President Rafael Mandelmann framed the hearing and said constituents want faster progress; Nicole Appenzeller (San Francisco Environment Department) summarized goals (25% of registered private vehicles electric by 2030, 100% by 2040) and noted the city’s need for a mix of public chargers including a near‑home curbside component. Appenzeller said the city’s rough target for curbside is 100 curbside chargers by 2030 and that the MTA recently secured funding to install 250 Level 2 chargers in city garages; she described the pilot, a completed feasibility study and $150,000 in Prop L funding for planning.
SFMTA planner Broderick Paolo said the feasibility analysis (consultant: Arup) found citywide opportunity but flagged permitting complexity and electrical interconnection as key constraints. He described the demonstration pilot (three approved vendors: It’s Electric, UrbanEV, Volt Post) and said the pilot is approaching its maximum of nine chargers across vendors (two sites already operational, several pending). Vendor representative Shannon (It’s Electric) described a model that uses extra building capacity rather than immediate new utility service, reported that utilization at the first sites rose from about 10% to almost 56% after adjustments, and said the vendor model runs at no cost to the city while sharing 20% of revenues with participating building owners.
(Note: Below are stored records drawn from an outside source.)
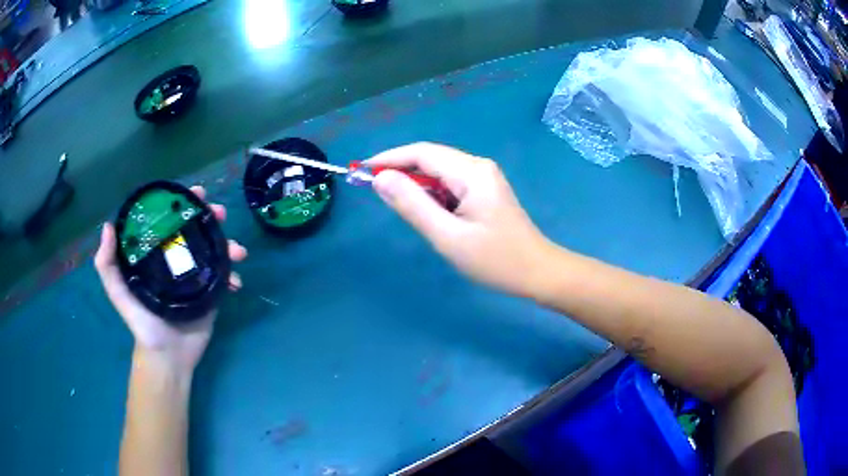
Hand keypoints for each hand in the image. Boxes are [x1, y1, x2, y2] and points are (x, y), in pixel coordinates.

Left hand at [95, 186, 247, 371]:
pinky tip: (236, 281)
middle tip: (220, 213)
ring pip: (214, 250)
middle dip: (210, 217)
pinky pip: (224, 277)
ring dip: (228, 245)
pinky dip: (232, 275)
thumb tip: (108, 226)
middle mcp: (175, 260)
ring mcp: (195, 276)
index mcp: (155, 255)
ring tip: (237, 251)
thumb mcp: (119, 293)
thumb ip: (108, 264)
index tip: (195, 193)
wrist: (168, 356)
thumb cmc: (141, 323)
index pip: (168, 221)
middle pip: (195, 230)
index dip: (181, 203)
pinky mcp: (210, 293)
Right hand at [367, 143, 553, 297]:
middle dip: (399, 169)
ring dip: (415, 183)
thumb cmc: (496, 260)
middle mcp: (478, 166)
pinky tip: (425, 210)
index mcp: (471, 172)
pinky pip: (450, 183)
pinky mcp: (485, 190)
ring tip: (395, 202)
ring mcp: (483, 177)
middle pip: (430, 158)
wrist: (538, 273)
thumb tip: (381, 179)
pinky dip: (431, 193)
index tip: (361, 170)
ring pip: (439, 172)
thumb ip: (413, 206)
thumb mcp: (448, 236)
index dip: (389, 158)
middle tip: (371, 187)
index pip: (422, 153)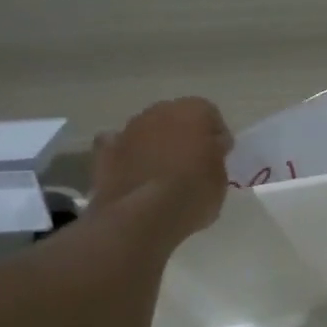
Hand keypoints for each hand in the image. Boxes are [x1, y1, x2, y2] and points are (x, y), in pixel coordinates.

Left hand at [90, 98, 233, 239]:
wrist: (143, 216)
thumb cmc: (193, 194)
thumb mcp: (221, 179)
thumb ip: (216, 156)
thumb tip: (211, 148)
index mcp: (193, 111)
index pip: (210, 114)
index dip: (215, 136)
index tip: (219, 157)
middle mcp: (159, 111)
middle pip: (175, 118)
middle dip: (183, 136)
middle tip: (191, 165)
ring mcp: (128, 129)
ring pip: (147, 131)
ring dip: (155, 145)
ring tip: (162, 175)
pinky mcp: (105, 152)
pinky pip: (119, 148)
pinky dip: (126, 157)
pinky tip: (133, 174)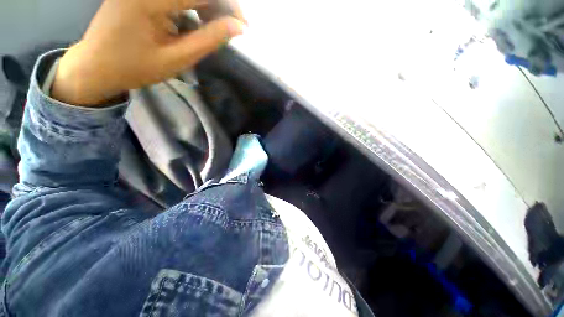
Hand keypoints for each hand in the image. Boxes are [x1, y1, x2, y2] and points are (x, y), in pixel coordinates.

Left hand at [52, 0, 244, 105]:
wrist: (96, 65)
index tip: (243, 26)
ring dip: (208, 4)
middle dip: (220, 4)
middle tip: (232, 28)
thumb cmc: (135, 67)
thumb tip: (237, 28)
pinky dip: (193, 4)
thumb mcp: (177, 59)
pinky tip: (198, 19)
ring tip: (216, 27)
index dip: (228, 5)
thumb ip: (208, 40)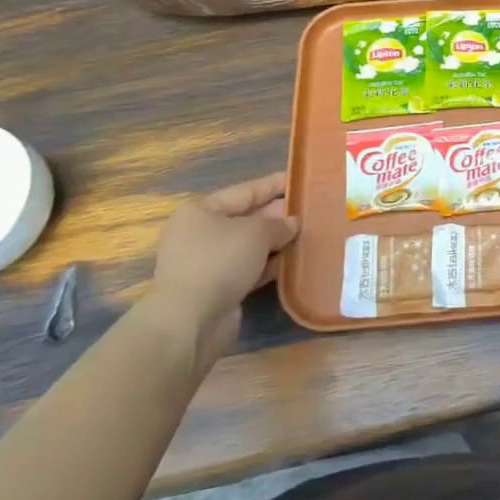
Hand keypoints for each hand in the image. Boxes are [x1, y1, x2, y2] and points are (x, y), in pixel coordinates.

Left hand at [145, 171, 297, 363]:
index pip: (244, 191)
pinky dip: (266, 266)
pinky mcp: (214, 290)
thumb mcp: (256, 232)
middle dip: (276, 216)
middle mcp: (199, 234)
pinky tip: (290, 263)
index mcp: (201, 211)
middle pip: (245, 219)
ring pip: (247, 247)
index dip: (272, 185)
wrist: (190, 320)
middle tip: (308, 211)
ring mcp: (205, 264)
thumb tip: (292, 224)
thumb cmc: (220, 261)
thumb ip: (278, 224)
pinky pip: (246, 270)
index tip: (297, 179)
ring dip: (274, 243)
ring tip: (305, 236)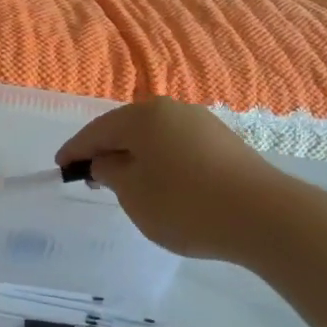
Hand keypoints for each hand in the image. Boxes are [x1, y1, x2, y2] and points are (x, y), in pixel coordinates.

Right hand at [57, 97, 287, 261]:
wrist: (266, 217)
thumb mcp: (134, 195)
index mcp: (142, 116)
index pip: (96, 131)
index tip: (60, 167)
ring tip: (125, 182)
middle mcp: (171, 109)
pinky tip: (161, 182)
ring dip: (134, 155)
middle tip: (90, 175)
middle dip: (105, 150)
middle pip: (126, 128)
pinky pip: (176, 145)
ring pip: (153, 136)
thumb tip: (105, 162)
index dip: (75, 150)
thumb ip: (110, 173)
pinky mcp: (223, 142)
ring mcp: (201, 123)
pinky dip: (160, 160)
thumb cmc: (186, 204)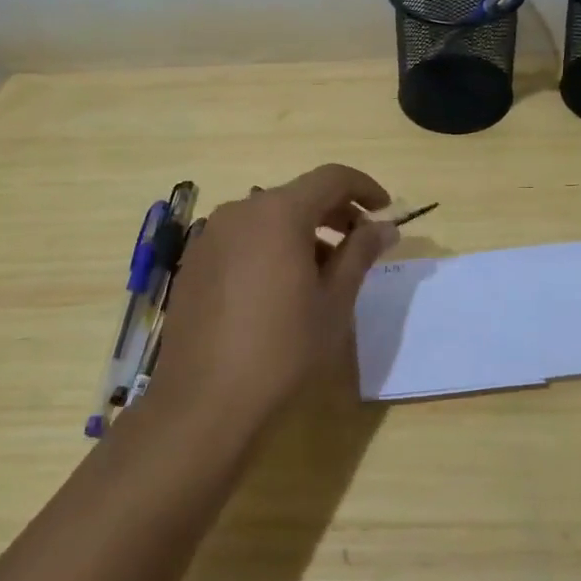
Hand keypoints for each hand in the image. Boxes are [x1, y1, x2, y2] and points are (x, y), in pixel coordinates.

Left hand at [149, 164, 396, 437]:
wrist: (204, 402)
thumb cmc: (282, 350)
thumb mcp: (334, 302)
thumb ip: (360, 253)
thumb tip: (383, 227)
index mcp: (279, 213)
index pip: (331, 178)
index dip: (364, 187)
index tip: (385, 210)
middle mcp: (241, 211)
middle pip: (298, 195)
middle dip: (335, 212)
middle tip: (361, 243)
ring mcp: (211, 236)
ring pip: (269, 218)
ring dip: (303, 232)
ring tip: (325, 272)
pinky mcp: (195, 262)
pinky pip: (243, 238)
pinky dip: (272, 247)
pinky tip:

Supervisors pressed agencies on speed and equity: President Mandelmann and others urged a faster timeline than the “100 chargers by 2030” goal and asked what steps would meaningfully accelerate deployment. Agencies said SFMTA will act as the front door for a new permitting pathway (TAMS leading), Public Works will manage excavation/encroachment permits, DBI will manage electrical permits, and SFPUC/PG&E will advise on grid readiness. SFMTA’s Kate Torn said the agency will be the front door and aims to have a permitting structure in place in 2026; the committee recorded a motion to continue the hearing to the call of the chair and to return in roughly three months for an update.